Prosecutor’s submissions

  1. The Prosecutor seeks a ruling under s 65(2)(a) or alternatively (d) because Matthew Harris is a witness who is not available as defined in the Evidence Act. Firstly, representations comprising evidence of questions asked by Mr Harris in a notice dated 22 July 2019 issued under s 12.8 of the BC Act by Mr Scott Drady authorised officer to Mr Harris to furnish information and records and answers furnished by his solicitors dated 2 August 2019, including map Sentinel 8/5/2017 and invoice dated 17 December 2013 addressed to T J O-Brien Investments

  2. Secondly, representations comprising evidence of questions asked of Mr Harris in an ROI by Mr Drady on 6 August 2019, the corrected transcript for which is Ex C.

  3. A notice of intention to adduce evidence (clarified to mean representations) under s 67(1) was given to the Defendant’s counsel on 29 April 2022 and the list of witnesses provided to the Defendant on Thursday 28 April included Mr Harris and referred to this application.
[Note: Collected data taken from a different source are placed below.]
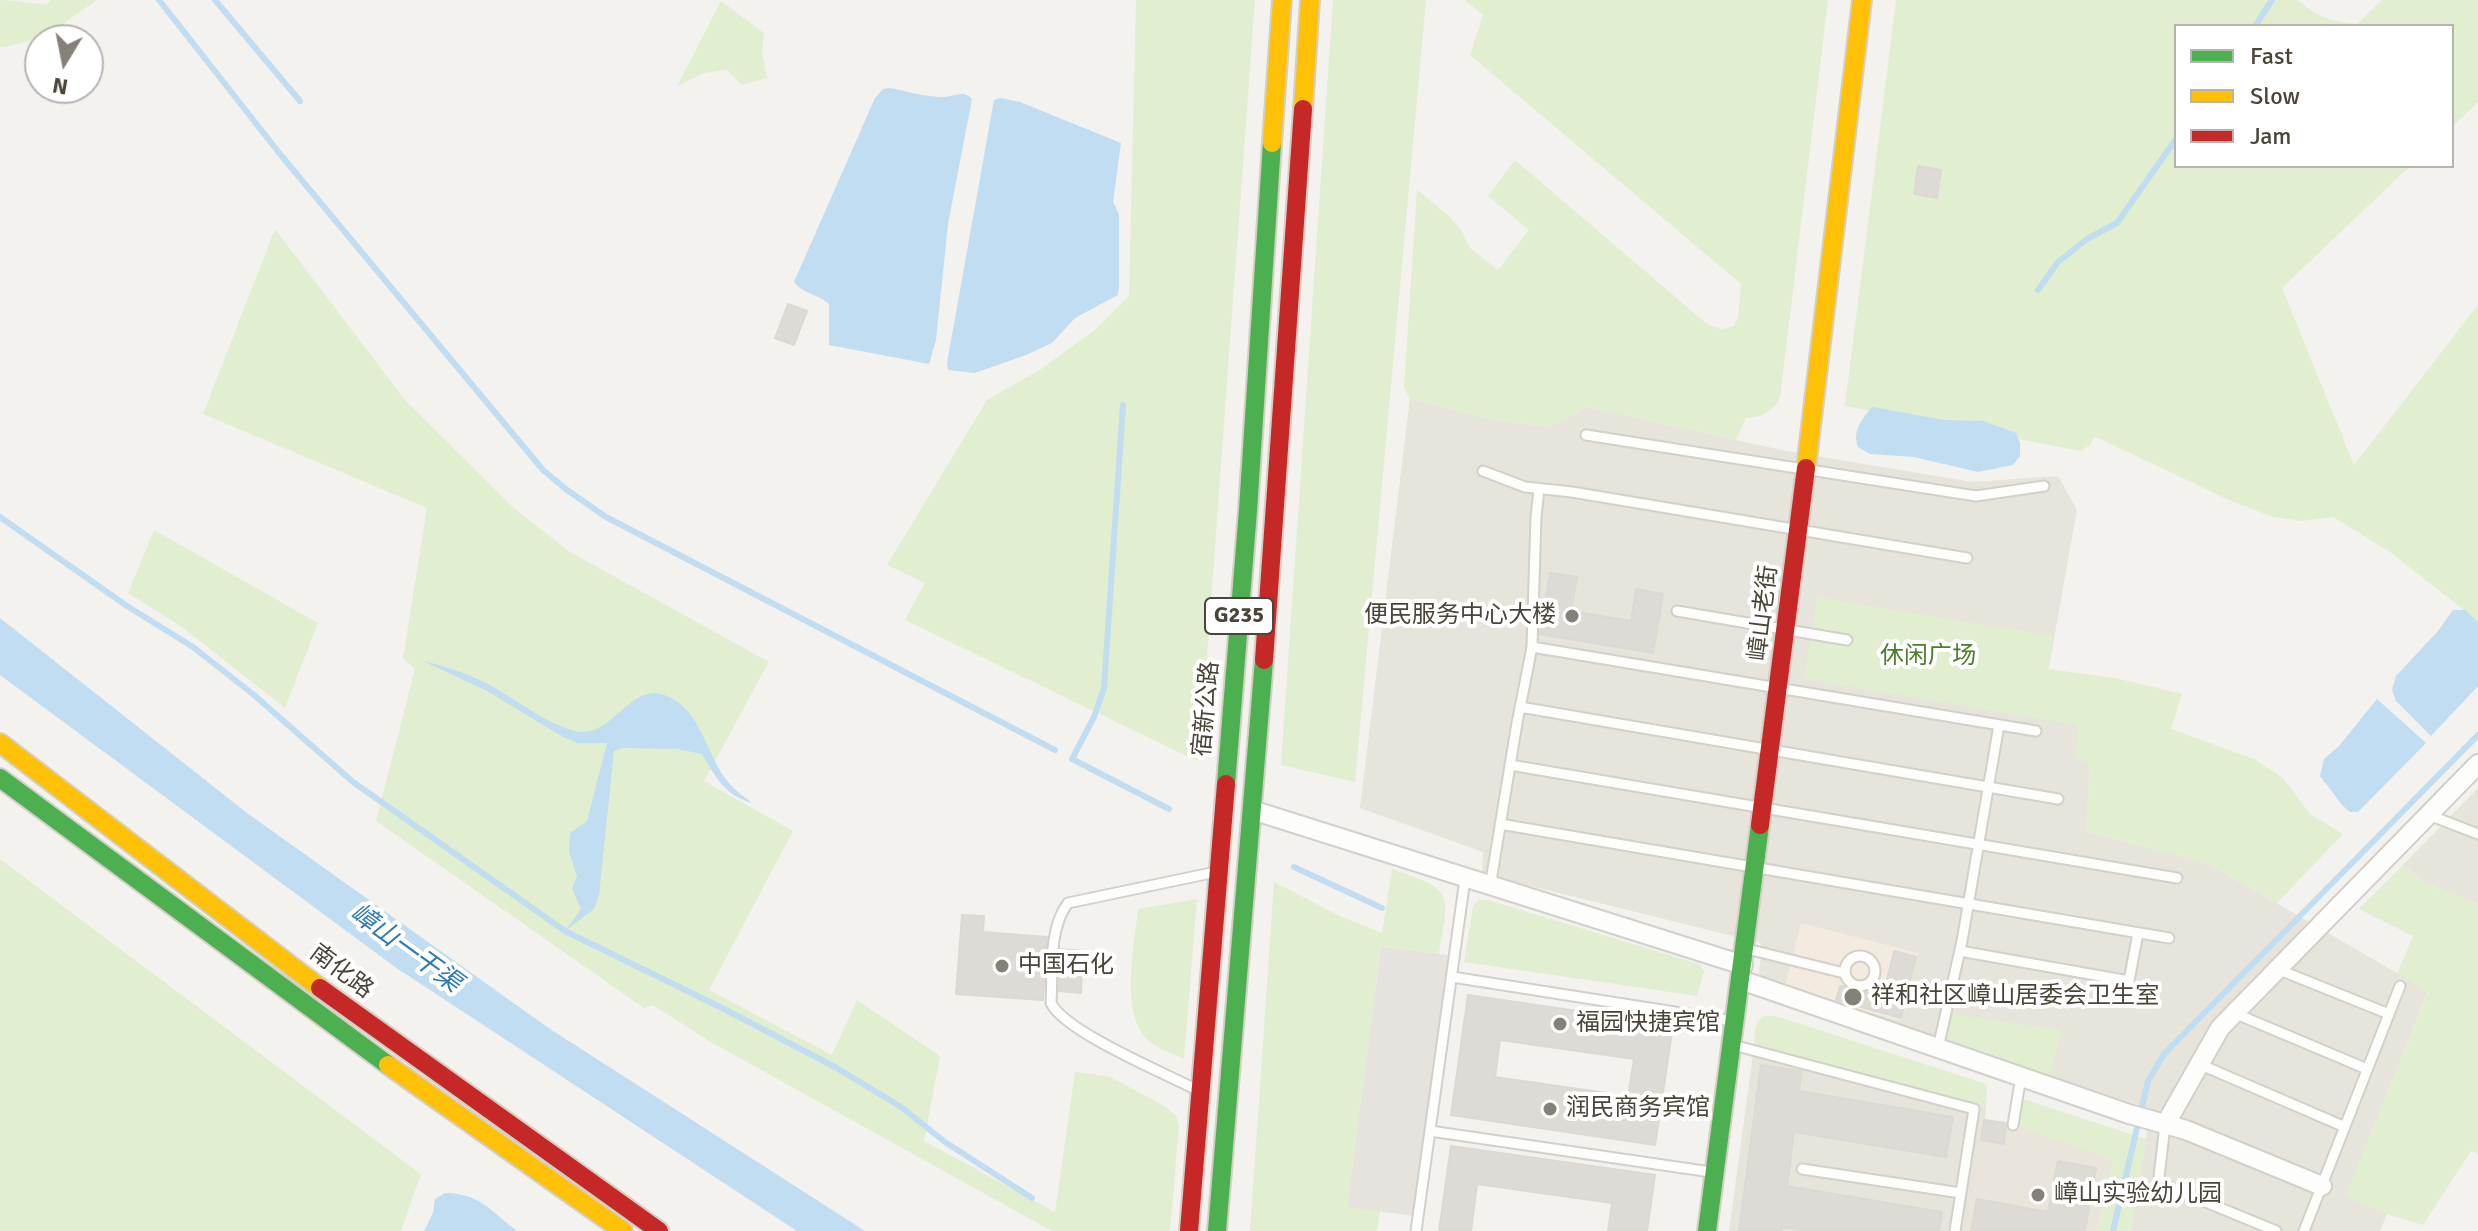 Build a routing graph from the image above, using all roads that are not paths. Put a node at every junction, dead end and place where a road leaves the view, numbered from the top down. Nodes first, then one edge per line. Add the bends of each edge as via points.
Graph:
1 (1282, 0) edge
2 (1310, 0) edge
3 (1862, 0) edge
4 (1586, 435) dead end
5 (1806, 469) junction
6 (1483, 471) dead end
7 (2044, 486) dead end
8 (1539, 489) junction
9 (1799, 530) junction
10 (1967, 558) dead end
11 (1677, 611) dead end
12 (1786, 630) junction
13 (1847, 640) dead end
14 (1532, 647) junction
15 (1779, 688) junction
16 (1520, 707) junction
17 (1999, 725) junction
18 (2036, 731) dead end
19 (0, 743) edge
20 (1771, 751) junction
21 (2478, 764) edge
22 (1510, 765) junction
23 (0, 778) edge
24 (1988, 787) junction
25 (2058, 799) dead end
26 (1763, 808) junction
27 (1252, 810) junction
28 (2427, 814) junction
29 (1500, 824) junction
30 (2478, 834) edge
31 (1979, 845) junction
32 (1755, 868) junction
33 (1217, 872) junction
34 (2177, 878) dead end
35 (1465, 879) junction
36 (1490, 887) junction
37 (1968, 904) junction
38 (2138, 933) junction
39 (2169, 938) dead end
40 (1960, 951) junction
41 (1743, 964) junction
42 (2277, 969) junction
43 (1844, 973) dead end
44 (1452, 977) junction
45 (2400, 986) dead end
46 (2234, 1013) junction
47 (2389, 1014) junction
48 (1735, 1022) junction
49 (1732, 1045) junction
50 (1938, 1048) junction
51 (2199, 1064) junction
52 (2367, 1069) junction
53 (2021, 1076) junction
54 (1200, 1092) junction
55 (2013, 1125) dead end
56 (2165, 1125) junction
57 (2345, 1127) junction
58 (1430, 1131) junction
59 (1802, 1169) dead end
60 (1715, 1173) junction
61 (2322, 1186) junction
62 (1961, 1193) junction
63 (623, 1231) edge
64 (659, 1231) edge
65 (1189, 1231) edge
66 (1217, 1231) edge
67 (1416, 1231) edge
68 (1707, 1231) edge
69 (1955, 1231) edge
70 (2276, 1231) edge
71 (2304, 1231) edge

1 - 33 main road, 宿新公路 / G235 via 1248,510
2 - 27 main road, G235
3 - 5 main road, 嶂山老街
4 - 5 lane
5 - 7 lane via 1976,496
5 - 9 main road, 嶂山老街
6 - 8 lane
8 - 9 lane
8 - 14 lane
9 - 10 lane
9 - 12 main road, 嶂山老街
11 - 12 lane
12 - 13 lane
12 - 15 main road, 嶂山老街
14 - 15 lane
14 - 16 lane
15 - 17 lane
15 - 20 main road, 嶂山老街
16 - 20 lane
16 - 22 lane
17 - 18 lane
17 - 24 lane
19 - 64 main road, 南化路 via 343,1005
20 - 24 lane
20 - 26 main road, 嶂山老街
21 - 28 street
22 - 26 lane
22 - 29 lane
23 - 63 main road, 南化路 via 334,1027
24 - 25 lane
24 - 31 lane
26 - 31 lane
26 - 32 main road, 嶂山老街
27 - 35 street
27 - 66 main road, G235
28 - 30 lane
28 - 42 street
29 - 32 lane
29 - 36 lane
31 - 34 lane
31 - 37 lane
32 - 37 lane
32 - 41 main road, 嶂山老街
33 - 54 main road, 宿新公路 / G235
33 - 54 lane via 1068,903 1056,932 1051,1003 1056,1013
35 - 36 street
35 - 44 lane
36 - 41 street
37 - 38 lane
37 - 40 lane
38 - 39 lane
38 - 40 lane via 2129,981
40 - 50 lane
41 - 43 lane
41 - 48 main road, 嶂山老街
41 - 50 street
42 - 46 street
42 - 47 lane
44 - 48 lane
44 - 58 lane
45 - 47 lane
46 - 51 street
46 - 52 lane
47 - 52 lane
48 - 49 main road, 嶂山老街
49 - 60 main road, 嶂山老街
49 - 62 lane via 1974,1109
50 - 53 street
51 - 56 street
51 - 57 lane
52 - 57 lane
53 - 55 lane
53 - 56 street
54 - 65 main road, 宿新公路 / G235
56 - 61 street
56 - 70 lane via 2162,1184
57 - 61 lane
58 - 60 lane
58 - 67 lane
59 - 62 lane
60 - 68 main road, 嶂山老街
61 - 71 lane
62 - 69 lane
No prejudice in addressing this application was identified by the Defendant’s legal representatives for example, no adjournment was sought.

  4. Section 65(2)(a) applies. The requirement to respond to the notice issued under the BC Act gives rise to a duty to respond and not to do so in a misleading or material respect, as stated in the notice. Mr Harris’ response via his solicitors was a representation made that information in his answers had been provided and that it was true and correct.

  5. Mr Harris confirmed in his ROI that the information in the answers had been provided by him and were true and correct. This satisfies s 65(2)(a).

  6. Section 65(2)(d) also applies in the alternative. Mr Harris admitted acts comprising the offence of clearing native vegetation contrary to s 12 of the NV Act. While the evidence was not admissible against him, it was contrary to his interests as referred to in subsection (d)(i) given the circumstances of the interview arise by way of statutory compulsion. The circumstances suggest that the representation is likely to be reliable (subsection (d)(ii).

Defendant’s submission

  1. Section 65 provides a narrow gateway to allow hearsay evidence to be admitted that would otherwise be excluded under the Evidence Act.

  2. The notice under s 67(1) dated 29 April 2022 is invalid because it was not provided in a reasonable time. The audio tape was supplied only (2 May 2022). The corrected transcript Exhibit C was provided on 3 May 2022.

  3. The notice is extensive with 31 footnotes and places a burden on the Defendant given the late notice.

  4. The notice fails to attach the two maps sought to be relied upon in the Prosecutor’s order.

  5. The notice fails to refer to representations which the Prosecutor relies on in the order sought in relation to the maps.

  6. If the notice s 67(1) is invalid the application particularly under s 65(2) must fail. (Prosecutor relies on s 67(4) to submit that an inadequate notice does not prevent the application of s 65).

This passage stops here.